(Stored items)
● ● ●

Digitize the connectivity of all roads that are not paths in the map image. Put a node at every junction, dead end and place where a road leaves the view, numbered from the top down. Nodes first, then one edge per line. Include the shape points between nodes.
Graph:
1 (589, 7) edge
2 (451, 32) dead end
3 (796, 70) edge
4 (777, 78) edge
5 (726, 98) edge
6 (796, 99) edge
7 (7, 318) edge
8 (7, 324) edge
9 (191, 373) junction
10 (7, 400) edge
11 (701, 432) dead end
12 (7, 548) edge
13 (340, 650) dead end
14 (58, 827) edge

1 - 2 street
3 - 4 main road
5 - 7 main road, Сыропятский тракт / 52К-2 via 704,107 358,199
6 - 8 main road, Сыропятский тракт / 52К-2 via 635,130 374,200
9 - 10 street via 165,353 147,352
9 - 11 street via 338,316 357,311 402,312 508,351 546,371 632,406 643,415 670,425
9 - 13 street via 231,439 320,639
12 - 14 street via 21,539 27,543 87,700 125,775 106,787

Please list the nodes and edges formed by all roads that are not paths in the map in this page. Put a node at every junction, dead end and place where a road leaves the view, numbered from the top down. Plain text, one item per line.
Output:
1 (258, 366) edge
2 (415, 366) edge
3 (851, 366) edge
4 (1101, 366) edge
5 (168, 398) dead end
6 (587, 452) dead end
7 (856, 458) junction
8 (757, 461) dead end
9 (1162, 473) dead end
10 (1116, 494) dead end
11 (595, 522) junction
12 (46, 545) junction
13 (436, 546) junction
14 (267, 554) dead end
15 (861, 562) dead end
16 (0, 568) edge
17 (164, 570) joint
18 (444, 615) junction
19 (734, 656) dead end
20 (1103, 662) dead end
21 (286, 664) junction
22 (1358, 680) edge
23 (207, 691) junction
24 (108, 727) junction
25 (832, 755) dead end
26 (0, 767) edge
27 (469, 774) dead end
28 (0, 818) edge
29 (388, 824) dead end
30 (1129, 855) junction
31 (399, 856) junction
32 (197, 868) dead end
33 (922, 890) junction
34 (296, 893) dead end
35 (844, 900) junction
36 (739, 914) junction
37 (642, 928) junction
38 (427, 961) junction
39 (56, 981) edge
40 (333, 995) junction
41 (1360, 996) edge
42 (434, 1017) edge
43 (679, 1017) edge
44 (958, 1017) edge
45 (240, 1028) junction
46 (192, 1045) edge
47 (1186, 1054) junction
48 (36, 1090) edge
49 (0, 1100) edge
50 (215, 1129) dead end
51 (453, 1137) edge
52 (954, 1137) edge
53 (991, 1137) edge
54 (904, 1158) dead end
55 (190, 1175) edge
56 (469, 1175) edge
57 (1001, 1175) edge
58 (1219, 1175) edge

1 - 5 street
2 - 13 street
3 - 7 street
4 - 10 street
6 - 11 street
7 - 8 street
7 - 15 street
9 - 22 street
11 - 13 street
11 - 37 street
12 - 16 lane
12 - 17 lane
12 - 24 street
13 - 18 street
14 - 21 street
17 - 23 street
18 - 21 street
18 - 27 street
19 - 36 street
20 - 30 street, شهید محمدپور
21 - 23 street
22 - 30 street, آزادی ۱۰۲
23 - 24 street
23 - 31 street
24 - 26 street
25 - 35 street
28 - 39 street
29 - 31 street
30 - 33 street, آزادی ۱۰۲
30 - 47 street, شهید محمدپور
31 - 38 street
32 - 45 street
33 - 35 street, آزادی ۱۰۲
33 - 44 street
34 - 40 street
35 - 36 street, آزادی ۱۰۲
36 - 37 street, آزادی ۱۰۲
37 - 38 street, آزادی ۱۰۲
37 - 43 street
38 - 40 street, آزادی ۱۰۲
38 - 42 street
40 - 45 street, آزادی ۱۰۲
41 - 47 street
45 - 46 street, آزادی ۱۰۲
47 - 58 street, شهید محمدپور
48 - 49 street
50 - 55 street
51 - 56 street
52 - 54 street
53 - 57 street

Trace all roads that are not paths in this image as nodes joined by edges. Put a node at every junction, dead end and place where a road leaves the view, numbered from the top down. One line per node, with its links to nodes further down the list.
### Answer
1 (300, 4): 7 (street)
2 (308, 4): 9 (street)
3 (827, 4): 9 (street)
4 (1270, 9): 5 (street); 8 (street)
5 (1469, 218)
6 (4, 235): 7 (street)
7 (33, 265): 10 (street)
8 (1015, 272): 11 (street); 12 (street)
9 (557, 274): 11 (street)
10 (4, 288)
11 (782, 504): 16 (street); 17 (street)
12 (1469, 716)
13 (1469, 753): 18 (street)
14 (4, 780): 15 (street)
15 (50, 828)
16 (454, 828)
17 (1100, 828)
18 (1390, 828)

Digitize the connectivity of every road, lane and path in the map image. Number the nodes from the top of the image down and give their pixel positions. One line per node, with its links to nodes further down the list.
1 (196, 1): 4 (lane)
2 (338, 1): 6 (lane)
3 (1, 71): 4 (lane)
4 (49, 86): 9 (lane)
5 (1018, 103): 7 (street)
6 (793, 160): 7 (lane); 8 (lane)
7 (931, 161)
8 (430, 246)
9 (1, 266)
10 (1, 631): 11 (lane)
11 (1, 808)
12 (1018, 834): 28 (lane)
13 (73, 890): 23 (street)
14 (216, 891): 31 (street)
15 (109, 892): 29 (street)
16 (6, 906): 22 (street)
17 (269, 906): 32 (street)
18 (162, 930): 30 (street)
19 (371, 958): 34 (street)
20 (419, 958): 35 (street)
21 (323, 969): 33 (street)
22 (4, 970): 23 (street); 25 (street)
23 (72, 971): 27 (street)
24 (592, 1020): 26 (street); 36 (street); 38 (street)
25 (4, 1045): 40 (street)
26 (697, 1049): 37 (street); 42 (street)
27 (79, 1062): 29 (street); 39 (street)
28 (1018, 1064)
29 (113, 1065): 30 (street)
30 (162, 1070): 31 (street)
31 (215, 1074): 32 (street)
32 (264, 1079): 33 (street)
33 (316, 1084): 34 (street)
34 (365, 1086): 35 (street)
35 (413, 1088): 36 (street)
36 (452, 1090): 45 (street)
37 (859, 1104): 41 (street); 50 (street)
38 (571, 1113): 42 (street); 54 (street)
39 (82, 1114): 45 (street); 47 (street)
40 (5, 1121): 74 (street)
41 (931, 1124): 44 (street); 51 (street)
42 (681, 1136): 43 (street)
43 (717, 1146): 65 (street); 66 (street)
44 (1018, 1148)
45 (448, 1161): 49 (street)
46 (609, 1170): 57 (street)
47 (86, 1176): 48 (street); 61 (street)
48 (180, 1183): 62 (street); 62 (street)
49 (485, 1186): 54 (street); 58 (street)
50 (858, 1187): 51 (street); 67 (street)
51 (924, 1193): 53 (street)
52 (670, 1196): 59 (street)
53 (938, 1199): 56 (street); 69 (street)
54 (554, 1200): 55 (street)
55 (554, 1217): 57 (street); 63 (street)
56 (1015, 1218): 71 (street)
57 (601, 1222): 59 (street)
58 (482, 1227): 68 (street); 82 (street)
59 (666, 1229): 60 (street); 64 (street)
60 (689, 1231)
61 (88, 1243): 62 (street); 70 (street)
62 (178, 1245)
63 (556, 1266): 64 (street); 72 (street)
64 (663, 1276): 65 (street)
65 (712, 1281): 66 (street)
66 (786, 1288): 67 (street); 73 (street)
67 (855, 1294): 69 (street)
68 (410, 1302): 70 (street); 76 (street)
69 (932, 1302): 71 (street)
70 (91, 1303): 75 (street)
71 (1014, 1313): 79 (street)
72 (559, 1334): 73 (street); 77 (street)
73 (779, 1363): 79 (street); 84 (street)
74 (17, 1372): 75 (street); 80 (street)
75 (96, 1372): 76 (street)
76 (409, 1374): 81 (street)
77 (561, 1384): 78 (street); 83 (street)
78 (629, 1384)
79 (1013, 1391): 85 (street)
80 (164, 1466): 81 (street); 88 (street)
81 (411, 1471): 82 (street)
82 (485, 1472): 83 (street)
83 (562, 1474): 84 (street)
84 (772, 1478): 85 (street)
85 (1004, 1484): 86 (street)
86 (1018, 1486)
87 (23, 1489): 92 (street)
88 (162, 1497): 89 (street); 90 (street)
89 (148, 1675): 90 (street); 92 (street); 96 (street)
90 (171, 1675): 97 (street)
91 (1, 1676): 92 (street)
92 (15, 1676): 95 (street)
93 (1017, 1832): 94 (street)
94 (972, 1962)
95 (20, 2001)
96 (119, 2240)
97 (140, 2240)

● ● ●

» **WORK REQUEST**: Only the lines from the start of the data to the line holding "Please list the" are wanted; return them exactly, both ends included.

» **TASK SOLUTION**:
Digitize the connectivity of all roads that are not paths in the map image. Put a node at every junction, dead end and place where a road leaves the view, numbered from the top down. Nodes first, then one edge per line. Include the shape points between nodes.
Graph:
1 (589, 7) edge
2 (451, 32) dead end
3 (796, 70) edge
4 (777, 78) edge
5 (726, 98) edge
6 (796, 99) edge
7 (7, 318) edge
8 (7, 324) edge
9 (191, 373) junction
10 (7, 400) edge
11 (701, 432) dead end
12 (7, 548) edge
13 (340, 650) dead end
14 (58, 827) edge

1 - 2 street
3 - 4 main road
5 - 7 main road, Сыропятский тракт / 52К-2 via 704,107 358,199
6 - 8 main road, Сыропятский тракт / 52К-2 via 635,130 374,200
9 - 10 street via 165,353 147,352
9 - 11 street via 338,316 357,311 402,312 508,351 546,371 632,406 643,415 670,425
9 - 13 street via 231,439 320,639
12 - 14 street via 21,539 27,543 87,700 125,775 106,787

Please list the nodes and edges formed by all roads that are not paths in the map in this page. Put a node at every junction, dead end and place where a road leaves the view, numbered from the top down. Plain text, one item per line.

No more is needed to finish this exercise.